Não é por isso estranho que o povo nada diga sobre o futuro de
um divórcio. Não é coisa da nossa realidade. E a mudança recente,
apenas com algumas décadas, não permitiu ainda que percebêssemos o alívio e a felicidade que pode ser começar de novo. Que
muitas vezes pode mesmo valer a pena começar de novo.
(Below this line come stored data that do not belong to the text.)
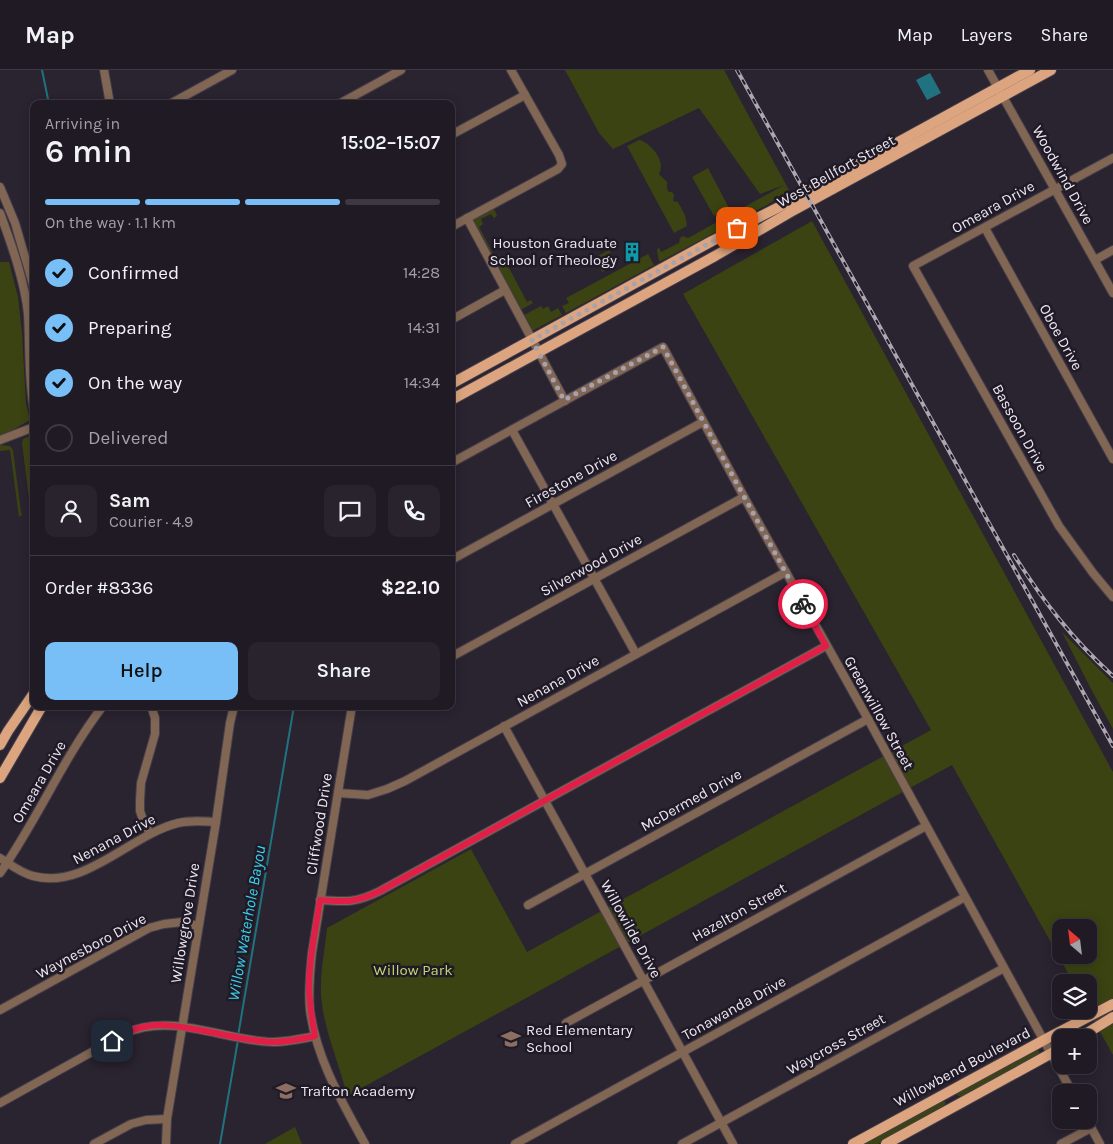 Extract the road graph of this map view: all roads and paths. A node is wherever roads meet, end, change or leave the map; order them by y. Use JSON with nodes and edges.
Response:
{"nodes":[{"id":1,"x":104,"y":70,"type":"edge"},
{"id":2,"x":232,"y":70,"type":"edge"},
{"id":3,"x":401,"y":70,"type":"edge"},
{"id":4,"x":512,"y":70,"type":"edge"},
{"id":5,"x":988,"y":70,"type":"edge"},
{"id":6,"x":1030,"y":70,"type":"edge"},
{"id":7,"x":1051,"y":70,"type":"edge"},
{"id":8,"x":1000,"y":92,"type":"junction"},
{"id":9,"x":525,"y":95,"type":"junction"},
{"id":10,"x":109,"y":100,"type":"edge"},
{"id":11,"x":177,"y":100,"type":"edge"},
{"id":12,"x":346,"y":100,"type":"edge"},
{"id":13,"x":928,"y":131,"type":"junction"},
{"id":14,"x":455,"y":133,"type":"edge"},
{"id":15,"x":1113,"y":158,"type":"edge"},
{"id":16,"x":0,"y":187,"type":"edge"},
{"id":17,"x":1055,"y":189,"type":"junction"},
{"id":18,"x":0,"y":213,"type":"edge"},
{"id":19,"x":467,"y":218,"type":"junction"},
{"id":20,"x":455,"y":225,"type":"edge"},
{"id":21,"x":985,"y":228,"type":"junction"},
{"id":22,"x":22,"y":245,"type":"junction"},
{"id":23,"x":12,"y":248,"type":"junction"},
{"id":24,"x":1113,"y":250,"type":"edge"},
{"id":25,"x":1095,"y":260,"type":"junction"},
{"id":26,"x":913,"y":266,"type":"joint"},
{"id":27,"x":660,"y":270,"type":"junction"},
{"id":28,"x":30,"y":274,"type":"edge"},
{"id":29,"x":667,"y":282,"type":"junction"},
{"id":30,"x":505,"y":290,"type":"junction"},
{"id":31,"x":1113,"y":293,"type":"edge"},
{"id":32,"x":455,"y":318,"type":"edge"},
{"id":33,"x":532,"y":340,"type":"junction"},
{"id":34,"x":30,"y":347,"type":"edge"},
{"id":35,"x":538,"y":352,"type":"junction"},
{"id":36,"x":455,"y":382,"type":"edge"},
{"id":37,"x":455,"y":398,"type":"edge"},
{"id":38,"x":564,"y":400,"type":"junction"},
{"id":39,"x":703,"y":422,"type":"junction"},
{"id":40,"x":30,"y":429,"type":"edge"},
{"id":41,"x":512,"y":430,"type":"junction"},
{"id":42,"x":0,"y":440,"type":"edge"},
{"id":43,"x":1113,"y":459,"type":"edge"},
{"id":44,"x":455,"y":461,"type":"edge"},
{"id":45,"x":744,"y":497,"type":"junction"},
{"id":46,"x":553,"y":504,"type":"junction"},
{"id":47,"x":455,"y":558,"type":"edge"},
{"id":48,"x":786,"y":572,"type":"junction"},
{"id":49,"x":595,"y":579,"type":"junction"},
{"id":50,"x":1112,"y":595,"type":"edge"},
{"id":51,"x":826,"y":646,"type":"junction"},
{"id":52,"x":636,"y":654,"type":"junction"},
{"id":53,"x":455,"y":655,"type":"edge"},
{"id":54,"x":30,"y":699,"type":"edge"},
{"id":55,"x":40,"y":710,"type":"edge"},
{"id":56,"x":100,"y":710,"type":"edge"},
{"id":57,"x":152,"y":710,"type":"edge"},
{"id":58,"x":233,"y":710,"type":"edge"},
{"id":59,"x":351,"y":710,"type":"edge"},
{"id":60,"x":868,"y":719,"type":"junction"},
{"id":61,"x":504,"y":726,"type":"junction"},
{"id":62,"x":8,"y":731,"type":"junction"},
{"id":63,"x":0,"y":745,"type":"edge"},
{"id":64,"x":8,"y":764,"type":"junction"},
{"id":65,"x":0,"y":778,"type":"edge"},
{"id":66,"x":338,"y":793,"type":"junction"},
{"id":67,"x":545,"y":801,"type":"junction"},
{"id":68,"x":216,"y":822,"type":"junction"},
{"id":69,"x":926,"y":826,"type":"junction"},
{"id":70,"x":150,"y":834,"type":"junction"},
{"id":71,"x":4,"y":860,"type":"edge"},
{"id":72,"x":0,"y":873,"type":"edge"},
{"id":73,"x":585,"y":874,"type":"junction"},
{"id":74,"x":965,"y":897,"type":"junction"},
{"id":75,"x":320,"y":900,"type":"junction"},
{"id":76,"x":528,"y":905,"type":"dead end"},
{"id":77,"x":198,"y":926,"type":"junction"},
{"id":78,"x":1004,"y":968,"type":"junction"},
{"id":79,"x":643,"y":980,"type":"junction"},
{"id":80,"x":1113,"y":1004,"type":"edge"},
{"id":81,"x":0,"y":1010,"type":"edge"},
{"id":82,"x":1113,"y":1017,"type":"edge"},
{"id":83,"x":1083,"y":1020,"type":"junction"},
{"id":84,"x":566,"y":1023,"type":"dead end"},
{"id":85,"x":182,"y":1027,"type":"junction"},
{"id":86,"x":1094,"y":1029,"type":"edge"},
{"id":87,"x":315,"y":1036,"type":"junction"},
{"id":88,"x":1044,"y":1040,"type":"junction"},
{"id":89,"x":683,"y":1052,"type":"junction"},
{"id":90,"x":1051,"y":1054,"type":"junction"},
{"id":91,"x":1068,"y":1084,"type":"edge"},
{"id":92,"x":948,"y":1092,"type":"junction"},
{"id":93,"x":0,"y":1102,"type":"edge"},
{"id":94,"x":956,"y":1106,"type":"junction"},
{"id":95,"x":168,"y":1119,"type":"junction"},
{"id":96,"x":722,"y":1122,"type":"junction"},
{"id":97,"x":1089,"y":1129,"type":"edge"},
{"id":98,"x":1092,"y":1129,"type":"edge"},
{"id":99,"x":94,"y":1144,"type":"edge"},
{"id":100,"x":166,"y":1144,"type":"edge"},
{"id":101,"x":365,"y":1144,"type":"edge"},
{"id":102,"x":515,"y":1144,"type":"edge"},
{"id":103,"x":682,"y":1144,"type":"edge"},
{"id":104,"x":733,"y":1144,"type":"edge"},
{"id":105,"x":853,"y":1144,"type":"edge"},
{"id":106,"x":886,"y":1144,"type":"edge"},
{"id":107,"x":1061,"y":1144,"type":"edge"},
{"id":108,"x":1100,"y":1144,"type":"edge"}],
"edges":[{"from":1,"to":10,"type":"street"},
{"from":2,"to":11,"type":"street"},
{"from":3,"to":12,"type":"street"},
{"from":4,"to":9,"type":"street"},
{"from":5,"to":8,"type":"street","name":"Woodwind Drive"},
{"from":6,"to":8,"type":"main road","name":"West Bellfort Street"},
{"from":7,"to":8,"type":"main road","name":"West Bellfort Street"},
{"from":8,"to":13,"type":"main road","name":"West Bellfort Street"},
{"from":8,"to":17,"type":"street","name":"Woodwind Drive"},
{"from":9,"to":14,"type":"street"},
{"from":9,"to":19,"type":"street"},
{"from":13,"to":27,"type":"main road","name":"West Bellfort Street"},
{"from":13,"to":29,"type":"main road","name":"West Bellfort Street"},
{"from":15,"to":17,"type":"street","name":"Omeara Drive"},
{"from":16,"to":22,"type":"street"},
{"from":17,"to":21,"type":"street","name":"Omeara Drive"},
{"from":17,"to":25,"type":"street","name":"Woodwind Drive"},
{"from":18,"to":23,"type":"street"},
{"from":19,"to":20,"type":"street"},
{"from":19,"to":30,"type":"street"},
{"from":21,"to":26,"type":"street","name":"Omeara Drive"},
{"from":21,"to":43,"type":"street","name":"Oboe Drive"},
{"from":22,"to":23,"type":"street"},
{"from":22,"to":28,"type":"street"},
{"from":23,"to":34,"type":"street"},
{"from":24,"to":25,"type":"street"},
{"from":25,"to":31,"type":"street","name":"Woodwind Drive"},
{"from":26,"to":50,"type":"street","name":"Bassoon Drive"},
{"from":27,"to":29,"type":"main road"},
{"from":27,"to":33,"type":"main road","name":"West Bellfort Street"},
{"from":29,"to":35,"type":"main road","name":"West Bellfort Street"},
{"from":30,"to":32,"type":"street"},
{"from":30,"to":33,"type":"street"},
{"from":33,"to":35,"type":"street"},
{"from":33,"to":36,"type":"main road","name":"West Bellfort Street"},
{"from":35,"to":37,"type":"main road","name":"West Bellfort Street"},
{"from":35,"to":38,"type":"street"},
{"from":38,"to":39,"type":"street","name":"Greenwillow Street"},
{"from":38,"to":41,"type":"street"},
{"from":39,"to":45,"type":"street","name":"Greenwillow Street"},
{"from":39,"to":46,"type":"street","name":"Firestone Drive"},
{"from":40,"to":42,"type":"street"},
{"from":41,"to":44,"type":"street"},
{"from":41,"to":46,"type":"street"},
{"from":45,"to":48,"type":"street","name":"Greenwillow Street"},
{"from":45,"to":49,"type":"street","name":"Silverwood Drive"},
{"from":46,"to":47,"type":"street","name":"Firestone Drive"},
{"from":46,"to":49,"type":"street"},
{"from":48,"to":51,"type":"street","name":"Greenwillow Street"},
{"from":48,"to":52,"type":"street","name":"Nenana Drive"},
{"from":49,"to":52,"type":"street"},
{"from":49,"to":53,"type":"street","name":"Silverwood Drive"},
{"from":51,"to":60,"type":"street","name":"Greenwillow Street"},
{"from":51,"to":67,"type":"street"},
{"from":52,"to":61,"type":"street","name":"Nenana Drive"},
{"from":54,"to":62,"type":"main road"},
{"from":55,"to":64,"type":"main road"},
{"from":56,"to":71,"type":"street","name":"Omeara Drive"},
{"from":57,"to":70,"type":"street"},
{"from":58,"to":68,"type":"street","name":"Willowgrove Drive"},
{"from":59,"to":66,"type":"street","name":"Cliffwood Drive"},
{"from":60,"to":69,"type":"street","name":"Greenwillow Street"},
{"from":60,"to":73,"type":"street","name":"McDermed Drive"},
{"from":61,"to":66,"type":"street","name":"Nenana Drive"},
{"from":61,"to":67,"type":"street","name":"Willowilde Drive"},
{"from":62,"to":63,"type":"main road"},
{"from":62,"to":64,"type":"main road"},
{"from":64,"to":65,"type":"main road"},
{"from":66,"to":75,"type":"street","name":"Cliffwood Drive"},
{"from":67,"to":73,"type":"street","name":"Willowilde Drive"},
{"from":67,"to":75,"type":"street"},
{"from":68,"to":70,"type":"street","name":"Nenana Drive"},
{"from":68,"to":77,"type":"street","name":"Willowgrove Drive"},
{"from":69,"to":74,"type":"street","name":"Greenwillow Street"},
{"from":69,"to":79,"type":"street","name":"Hazelton Street"},
{"from":70,"to":71,"type":"street","name":"Nenana Drive"},
{"from":71,"to":72,"type":"street","name":"Omeara Drive"},
{"from":73,"to":76,"type":"street","name":"McDermed Drive"},
{"from":73,"to":79,"type":"street","name":"Willowilde Drive"},
{"from":74,"to":78,"type":"street","name":"Greenwillow Street"},
{"from":74,"to":89,"type":"street","name":"Tonawanda Drive"},
{"from":75,"to":87,"type":"street","name":"Cliffwood Drive"},
{"from":77,"to":81,"type":"street","name":"Waynesboro Drive"},
{"from":77,"to":85,"type":"street","name":"Willowgrove Drive"},
{"from":78,"to":88,"type":"street","name":"Greenwillow Street"},
{"from":78,"to":96,"type":"street","name":"Waycross Street"},
{"from":79,"to":84,"type":"street","name":"Hazelton Street"},
{"from":79,"to":89,"type":"street","name":"Willowilde Drive"},
{"from":80,"to":83,"type":"main road","name":"Willowbend Boulevard"},
{"from":82,"to":86,"type":"main road"},
{"from":83,"to":88,"type":"main road","name":"Willowbend Boulevard"},
{"from":83,"to":90,"type":"main road"},
{"from":85,"to":87,"type":"street"},
{"from":85,"to":93,"type":"street"},
{"from":85,"to":95,"type":"street","name":"Willowgrove Drive"},
{"from":87,"to":101,"type":"street","name":"Cliffwood Drive"},
{"from":88,"to":90,"type":"street","name":"Greenwillow Street"},
{"from":88,"to":92,"type":"main road","name":"Willowbend Boulevard"},
{"from":89,"to":96,"type":"street","name":"Willowilde Drive"},
{"from":89,"to":102,"type":"street","name":"Tonawanda Drive"},
{"from":90,"to":91,"type":"street","name":"Greenwillow Street"},
{"from":90,"to":94,"type":"main road","name":"Willowbend Boulevard"},
{"from":92,"to":94,"type":"main road"},
{"from":92,"to":105,"type":"main road","name":"Willowbend Boulevard"},
{"from":94,"to":106,"type":"main road","name":"Willowbend Boulevard"},
{"from":95,"to":99,"type":"street"},
{"from":95,"to":100,"type":"street","name":"Willowgrove Drive"},
{"from":96,"to":103,"type":"street","name":"Waycross Street"},
{"from":96,"to":104,"type":"street","name":"Willowilde Drive"},
{"from":97,"to":107,"type":"street"},
{"from":98,"to":108,"type":"street"}]}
SOBRE A HISTÓRIA DO CASAMENTO
O casamento não é natural. Quer isto dizer, o casamento não
faz parte da natureza humana, não surgiu quando nasceram os
primeiros humanos, há cerca de 400 000 anos. O casamento é
um produto cultural, uma invenção realizada em determinado
momento da história. Segundo os historiadores, o casamento tal
como o conhecemos hoje e com a formalidade de uma cerimónia,
apareceu no tempo da Roma Antiga e da Grécia Clássica. Foi
inventado para responder à preocupação de garantia da continuação do «sangue» em gerações vindouras, futuros herdeiros de bens
materiais transmitidos. Começou a organizar-se o anúncio público
de que aquele homem e aquela mulher constituíam um par, e foi
necessário garantir a certeza de que a procriação que gerassem
(os filhos) era mesmo de ambos. Só assim se podia assegurar que
os filhos daquela mulher eram também filhos daquele homem.